A train rounds the bend, approaching a sign that says “You are now in Bedford Falls.” Near the scene from the Christmas classic “It’s a Wonderful Life,” ice skaters glide on the Hidden Pond. At the edge of the fantasy town, a carousel is turning and a Ferris wheel spins.
The lit-up Christmas village is on display in a window near the entrance to Macy’s at Everett Mall. As I walked past, I knew I had seen it before — it’s “Larryville.”
“I’m glad that it lives on,” said Everett’s Larry O’Donnell, 78, who earlier this year donated much of his massive holiday village collection to the Everett Mall.
It was Dec. 21, 2012, when O’Donnell’s Larryville village was featured in The Herald. The mini-Christmas wonderland then occupied about 100 square feet — much of the dining room and living room — in his big house. To create the display, O’Donnell pushed together a dining table, a ping-pong table, a card table and the kitchen table his parents had when he was a child.
A collector for about a dozen years, O’Donnell stored more than 120 village structures in his basement during the off season — until this year.
This spring, it was time for Larry and Joyce O’Donnell to downsize. After 46 years in their Grand Avenue home, which was built in 1905, they moved to a much smaller place near Cascade High School.
“The big house was too much for us anymore,” O’Donnell said. A retired Everett School District administrator, he had coronary bypass surgery this summer. His recovery has gone so well he’s back to taking long bike rides with a group he has ridden with for years.
Before their move, they had a big sale at the house. “We gave stuff away and threw stuff away,” O’Donnell said. They made a vow not to rent a storage unit. Without room to display or store the holiday village, they didn’t want to sell Larryville piece by piece. O’Donnell decided the bulk of it should go to a place where many people, children especially, would enjoy it.

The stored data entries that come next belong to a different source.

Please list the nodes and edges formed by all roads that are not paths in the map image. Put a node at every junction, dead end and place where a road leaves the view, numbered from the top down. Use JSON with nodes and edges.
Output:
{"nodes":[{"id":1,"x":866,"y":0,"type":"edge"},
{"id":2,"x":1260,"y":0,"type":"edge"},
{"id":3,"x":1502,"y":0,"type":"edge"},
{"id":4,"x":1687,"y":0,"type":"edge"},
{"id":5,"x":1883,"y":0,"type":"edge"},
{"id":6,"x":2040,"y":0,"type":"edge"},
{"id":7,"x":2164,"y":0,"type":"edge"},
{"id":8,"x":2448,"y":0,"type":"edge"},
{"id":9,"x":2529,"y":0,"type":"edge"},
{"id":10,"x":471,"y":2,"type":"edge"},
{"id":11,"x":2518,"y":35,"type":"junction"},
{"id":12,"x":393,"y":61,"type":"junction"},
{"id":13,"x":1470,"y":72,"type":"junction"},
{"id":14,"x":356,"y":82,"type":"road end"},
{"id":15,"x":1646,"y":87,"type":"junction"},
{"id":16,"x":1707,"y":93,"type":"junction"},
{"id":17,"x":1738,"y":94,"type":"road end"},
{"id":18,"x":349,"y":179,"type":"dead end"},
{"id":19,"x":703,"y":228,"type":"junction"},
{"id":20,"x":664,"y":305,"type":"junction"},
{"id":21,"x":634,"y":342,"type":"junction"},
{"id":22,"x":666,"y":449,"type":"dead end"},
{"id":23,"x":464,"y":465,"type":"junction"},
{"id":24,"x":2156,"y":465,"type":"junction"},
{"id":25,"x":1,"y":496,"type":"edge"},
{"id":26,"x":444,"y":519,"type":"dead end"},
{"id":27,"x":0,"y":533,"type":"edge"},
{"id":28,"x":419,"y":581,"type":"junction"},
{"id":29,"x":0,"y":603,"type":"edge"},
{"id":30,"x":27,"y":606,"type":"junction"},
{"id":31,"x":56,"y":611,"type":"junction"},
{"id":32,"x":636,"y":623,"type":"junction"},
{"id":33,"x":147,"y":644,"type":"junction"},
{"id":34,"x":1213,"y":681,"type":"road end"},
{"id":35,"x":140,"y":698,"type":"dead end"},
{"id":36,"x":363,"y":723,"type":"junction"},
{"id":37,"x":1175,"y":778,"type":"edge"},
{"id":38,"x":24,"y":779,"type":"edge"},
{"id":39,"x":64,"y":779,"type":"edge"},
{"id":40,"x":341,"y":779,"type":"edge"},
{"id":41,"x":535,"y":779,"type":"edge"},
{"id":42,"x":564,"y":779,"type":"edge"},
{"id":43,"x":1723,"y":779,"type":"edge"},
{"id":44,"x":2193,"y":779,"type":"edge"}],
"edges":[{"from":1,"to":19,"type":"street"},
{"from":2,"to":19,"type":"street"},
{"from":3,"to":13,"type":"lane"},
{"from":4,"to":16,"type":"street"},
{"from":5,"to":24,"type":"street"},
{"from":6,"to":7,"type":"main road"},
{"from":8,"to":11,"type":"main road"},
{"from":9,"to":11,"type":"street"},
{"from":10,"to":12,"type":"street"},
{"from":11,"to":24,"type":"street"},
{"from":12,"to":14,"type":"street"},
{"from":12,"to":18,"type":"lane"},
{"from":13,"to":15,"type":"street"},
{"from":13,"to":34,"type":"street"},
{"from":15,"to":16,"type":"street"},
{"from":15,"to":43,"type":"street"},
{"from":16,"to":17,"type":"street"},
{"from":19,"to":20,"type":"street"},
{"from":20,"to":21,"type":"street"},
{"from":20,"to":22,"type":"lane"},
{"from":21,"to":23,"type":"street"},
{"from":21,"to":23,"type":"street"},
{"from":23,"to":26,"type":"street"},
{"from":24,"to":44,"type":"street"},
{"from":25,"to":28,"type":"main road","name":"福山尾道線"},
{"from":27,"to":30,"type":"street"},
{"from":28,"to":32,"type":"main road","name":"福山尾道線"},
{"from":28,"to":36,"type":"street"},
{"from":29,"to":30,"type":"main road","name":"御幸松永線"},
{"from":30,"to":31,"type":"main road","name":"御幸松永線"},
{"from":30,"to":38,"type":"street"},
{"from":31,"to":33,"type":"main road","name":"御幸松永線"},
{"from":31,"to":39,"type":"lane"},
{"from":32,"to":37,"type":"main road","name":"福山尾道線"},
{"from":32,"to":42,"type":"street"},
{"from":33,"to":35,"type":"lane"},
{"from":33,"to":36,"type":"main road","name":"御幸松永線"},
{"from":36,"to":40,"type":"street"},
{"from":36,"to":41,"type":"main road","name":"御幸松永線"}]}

He talked with Glen Bachman, the Everett Mall’s general manager. Both men are members of the Rotary Club of Everett. O’Donnell said Bachman had visited his home during previous holiday seasons. “He was very interested. Within that week, we loaded up 90 percent of it. I gave it to the mall,” said O’Donnell, adding that he bought pieces over so many years he doesn’t know their total value.
He kept some pieces for sentimental reasons.
At his home in 2012, the Larryville display included spots named for O’Donnell’s family members.
“Jack’s Auto Parts” was there in honor of O’Donnell’s brother. Jack O’Donnell, a former teacher, retired a year ago after compiling The Herald’s “Seems Like Yesterday” column for years. Other structures were named for his son, his nephew and a granddaughter.
On Wednesday, shoppers carrying last-minute purchases hurried past the village, which is behind glass to keep pieces from being taken.
“It is absolutely fun,” Bachman said. “It took Larry years to collect what it is you’re seeing, from all his travels around the country.”
On one of their road trips together, Larry and Jack O’Donnell visited A Christmas Story House and Museum in Cleveland, the setting for the 1983 movie “A Christmas Story.”
With Larryville, O’Donnell made an idealized version of a bygone world. There are no big-box stores or jammed parking lots in the village now on view in the mall.
O’Donnell will never forget Christmas window shopping in the Everett of his boyhood. The department store he remembers best was Rumbaugh-MacLain’s, on the corner of Wetmore Avenue and California Street. Later the Bon Marche, it’s now Trinity Lutheran College.
“They had huge displays. I remember Santa in that window,” he said.
His donation is a gift to the whole community. A glimpse of nostalgia, that village is a bit of magic in the midst of modern commerce.
“When I was a kid, that was the sort of thing I could look at for hours,” O’Donnell said.